Uma “quintal de vírus” na gasganete
A investigação analisou amostras de 293 crianças submetidas a cirurgias para retirada de amígdalas ou adenoides. O oferecido impressionante é que, embora todas estivessem assintomáticas no momento da operação, o rinovírus foi detectado em quase metade dos voluntários (46%).
O professor Eurico de Arruda Neto utiliza uma metáfora curiosa para descrever o fenômeno: esses tecidos funcionam porquê uma “quintal de vírus”.

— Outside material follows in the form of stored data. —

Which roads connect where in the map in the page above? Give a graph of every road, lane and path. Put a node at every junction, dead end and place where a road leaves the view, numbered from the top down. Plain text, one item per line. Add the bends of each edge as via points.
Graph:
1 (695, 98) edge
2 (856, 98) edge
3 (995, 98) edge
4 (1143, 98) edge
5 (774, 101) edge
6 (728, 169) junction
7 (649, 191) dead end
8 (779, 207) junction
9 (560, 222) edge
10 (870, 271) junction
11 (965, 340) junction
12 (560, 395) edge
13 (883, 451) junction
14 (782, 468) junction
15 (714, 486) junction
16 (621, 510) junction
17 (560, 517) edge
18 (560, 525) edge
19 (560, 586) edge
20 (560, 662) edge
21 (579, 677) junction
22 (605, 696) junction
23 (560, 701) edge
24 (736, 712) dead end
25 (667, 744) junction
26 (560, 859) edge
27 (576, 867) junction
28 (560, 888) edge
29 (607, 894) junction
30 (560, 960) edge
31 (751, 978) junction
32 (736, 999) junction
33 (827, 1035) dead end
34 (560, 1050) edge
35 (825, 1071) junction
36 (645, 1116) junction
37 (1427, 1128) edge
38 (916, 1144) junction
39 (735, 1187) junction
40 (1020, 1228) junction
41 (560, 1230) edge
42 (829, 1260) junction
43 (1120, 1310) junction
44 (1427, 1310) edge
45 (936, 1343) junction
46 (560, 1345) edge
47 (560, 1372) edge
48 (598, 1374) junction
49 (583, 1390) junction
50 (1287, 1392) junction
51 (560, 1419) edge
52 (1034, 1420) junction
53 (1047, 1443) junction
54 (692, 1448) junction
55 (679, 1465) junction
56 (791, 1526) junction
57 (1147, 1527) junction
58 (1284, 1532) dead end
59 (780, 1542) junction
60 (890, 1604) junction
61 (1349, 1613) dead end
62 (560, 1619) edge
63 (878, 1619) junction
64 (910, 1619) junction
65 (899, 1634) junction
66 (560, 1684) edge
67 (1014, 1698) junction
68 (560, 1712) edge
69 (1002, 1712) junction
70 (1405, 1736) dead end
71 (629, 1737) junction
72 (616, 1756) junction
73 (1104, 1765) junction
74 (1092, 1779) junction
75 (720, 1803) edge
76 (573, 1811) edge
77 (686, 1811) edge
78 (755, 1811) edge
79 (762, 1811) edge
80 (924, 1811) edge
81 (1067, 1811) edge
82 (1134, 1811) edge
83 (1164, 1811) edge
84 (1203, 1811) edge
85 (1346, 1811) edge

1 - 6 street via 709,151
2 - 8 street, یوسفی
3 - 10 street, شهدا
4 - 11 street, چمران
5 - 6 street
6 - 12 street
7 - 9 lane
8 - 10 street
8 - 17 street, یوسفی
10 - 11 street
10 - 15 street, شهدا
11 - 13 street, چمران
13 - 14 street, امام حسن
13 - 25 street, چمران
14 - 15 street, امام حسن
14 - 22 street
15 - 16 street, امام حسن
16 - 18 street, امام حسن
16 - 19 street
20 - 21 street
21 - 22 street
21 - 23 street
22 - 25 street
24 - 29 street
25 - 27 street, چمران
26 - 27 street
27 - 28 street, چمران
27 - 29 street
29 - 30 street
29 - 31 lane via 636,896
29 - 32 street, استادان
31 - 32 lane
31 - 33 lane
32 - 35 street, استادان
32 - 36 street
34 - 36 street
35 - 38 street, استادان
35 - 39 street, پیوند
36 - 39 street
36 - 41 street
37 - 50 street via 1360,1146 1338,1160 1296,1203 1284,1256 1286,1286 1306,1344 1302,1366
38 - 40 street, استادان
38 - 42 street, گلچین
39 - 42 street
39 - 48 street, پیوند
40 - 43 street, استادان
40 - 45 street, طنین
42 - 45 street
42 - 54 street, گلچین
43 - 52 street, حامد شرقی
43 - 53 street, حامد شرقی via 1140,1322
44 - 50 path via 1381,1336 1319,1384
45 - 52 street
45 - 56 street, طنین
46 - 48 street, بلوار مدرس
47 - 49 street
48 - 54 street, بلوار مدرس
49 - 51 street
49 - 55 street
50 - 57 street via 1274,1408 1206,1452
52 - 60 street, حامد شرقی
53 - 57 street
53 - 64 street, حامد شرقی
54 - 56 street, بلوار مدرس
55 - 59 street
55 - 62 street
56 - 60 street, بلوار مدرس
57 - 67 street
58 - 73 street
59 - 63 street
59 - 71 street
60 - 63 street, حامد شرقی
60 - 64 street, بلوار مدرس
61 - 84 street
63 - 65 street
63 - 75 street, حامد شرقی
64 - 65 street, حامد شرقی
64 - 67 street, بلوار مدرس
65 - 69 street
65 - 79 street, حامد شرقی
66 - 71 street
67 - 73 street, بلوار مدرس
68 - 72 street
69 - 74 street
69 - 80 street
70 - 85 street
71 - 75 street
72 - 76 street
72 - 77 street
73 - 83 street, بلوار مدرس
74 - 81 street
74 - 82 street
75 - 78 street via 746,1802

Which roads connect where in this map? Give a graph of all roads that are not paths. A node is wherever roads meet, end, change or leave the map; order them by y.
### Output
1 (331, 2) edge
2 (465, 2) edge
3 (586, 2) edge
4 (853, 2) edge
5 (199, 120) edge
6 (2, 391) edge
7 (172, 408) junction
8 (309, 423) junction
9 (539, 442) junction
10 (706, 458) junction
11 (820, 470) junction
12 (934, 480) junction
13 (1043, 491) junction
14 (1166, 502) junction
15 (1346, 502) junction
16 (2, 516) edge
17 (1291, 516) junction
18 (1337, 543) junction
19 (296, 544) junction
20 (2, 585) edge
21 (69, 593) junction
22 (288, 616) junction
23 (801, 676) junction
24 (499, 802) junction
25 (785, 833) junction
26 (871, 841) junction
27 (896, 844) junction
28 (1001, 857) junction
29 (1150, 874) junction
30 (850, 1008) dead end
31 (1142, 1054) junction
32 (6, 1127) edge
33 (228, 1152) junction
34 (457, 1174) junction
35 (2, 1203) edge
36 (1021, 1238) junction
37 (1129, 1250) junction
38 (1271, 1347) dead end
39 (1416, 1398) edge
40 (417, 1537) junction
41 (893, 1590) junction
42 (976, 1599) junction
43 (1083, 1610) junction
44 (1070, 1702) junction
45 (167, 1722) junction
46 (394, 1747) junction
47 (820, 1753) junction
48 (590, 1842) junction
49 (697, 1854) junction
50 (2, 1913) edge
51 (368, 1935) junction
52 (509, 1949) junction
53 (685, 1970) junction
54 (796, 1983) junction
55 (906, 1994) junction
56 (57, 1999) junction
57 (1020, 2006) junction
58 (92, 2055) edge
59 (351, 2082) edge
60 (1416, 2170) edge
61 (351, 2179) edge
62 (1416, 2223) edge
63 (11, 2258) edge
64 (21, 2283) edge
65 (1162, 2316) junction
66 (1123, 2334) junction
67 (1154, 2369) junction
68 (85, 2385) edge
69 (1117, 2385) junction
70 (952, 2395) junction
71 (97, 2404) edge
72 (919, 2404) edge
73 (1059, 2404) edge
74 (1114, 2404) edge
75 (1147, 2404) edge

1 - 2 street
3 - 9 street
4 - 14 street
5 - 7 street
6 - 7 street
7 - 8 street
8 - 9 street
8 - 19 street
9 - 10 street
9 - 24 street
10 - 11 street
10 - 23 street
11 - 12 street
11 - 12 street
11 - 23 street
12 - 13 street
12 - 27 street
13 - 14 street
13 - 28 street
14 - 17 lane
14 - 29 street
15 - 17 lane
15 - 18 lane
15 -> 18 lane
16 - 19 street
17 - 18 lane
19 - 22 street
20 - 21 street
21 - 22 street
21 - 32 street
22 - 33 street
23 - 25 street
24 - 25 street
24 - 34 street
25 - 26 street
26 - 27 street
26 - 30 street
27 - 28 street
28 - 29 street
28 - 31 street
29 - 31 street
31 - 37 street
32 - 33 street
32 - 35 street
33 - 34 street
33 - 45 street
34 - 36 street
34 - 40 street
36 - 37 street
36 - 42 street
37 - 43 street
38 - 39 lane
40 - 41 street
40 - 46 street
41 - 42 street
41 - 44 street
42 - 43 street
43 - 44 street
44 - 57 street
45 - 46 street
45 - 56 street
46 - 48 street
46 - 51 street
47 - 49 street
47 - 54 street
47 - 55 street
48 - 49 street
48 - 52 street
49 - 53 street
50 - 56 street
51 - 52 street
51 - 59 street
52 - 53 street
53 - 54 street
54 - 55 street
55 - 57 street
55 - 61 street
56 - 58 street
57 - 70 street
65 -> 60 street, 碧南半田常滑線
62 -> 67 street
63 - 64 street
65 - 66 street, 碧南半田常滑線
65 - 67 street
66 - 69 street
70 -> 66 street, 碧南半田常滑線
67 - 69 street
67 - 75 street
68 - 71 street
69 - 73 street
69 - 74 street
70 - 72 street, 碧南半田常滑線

- O lado positivo: essa presença permanente pode servir porquê um “treinamento” contínuo para o sistema imunológico, reforçando a memória de resguardo do corpo.
- O lado negativo: essa suplente viral explica por que crianças aparentemente saudáveis podem “semear” o vírus em ambientes escolares, iniciando surtos de forma insuspeita.
Impactos na asma e em diagnósticos imprecisos
A invenção, apoiada por projetos da FAPESP, traz alertas importantes para a prática clínica. Para crianças com asma, por exemplo, essa persistência viral nos linfócitos pode ser o gatilho para crises pulmonares inflamatórias, já que substâncias produzidas na gasganete podem repercutir nos pulmões.
Ou por outra, a pesquisa levanta um ponto crucial sobre diagnósticos. Muitas vezes, um teste positivo para rinovírus em uma rapaz com sintomas graves pode ser exclusivamente o “vírus residente” aparecendo no examinação, enquanto a justificação real do problema (porquê o vírus sincicial respiratório ou uma bactéria) passa despercebida.
“Pode ser que os testes feitos nas secreções nem sempre reflitam o que de roupa está ocorrendo no pulmão”, alerta Arruda em entrevista à Filial FAPESP.
O risco para transplantados
Outra hipótese que o grupo agora investiga é a reativação interna. Em pacientes que passam por transplantes e ficam com a isenção baixa, o vírus não precisaria vir “de fora” através de um médico ou visitante; ele já estaria lá, escondido nas amígdalas do próprio paciente, aguardando uma queda na guarda do sistema imune para se manifestar.
Esta pesquisa não exclusivamente muda o que sabemos sobre o resfriado geral, mas abre portas para novas estratégias de tratamento e prevenção em populações vulneráveis, consolidando o papel da ciência brasileira na vanguarda da virologia mundial.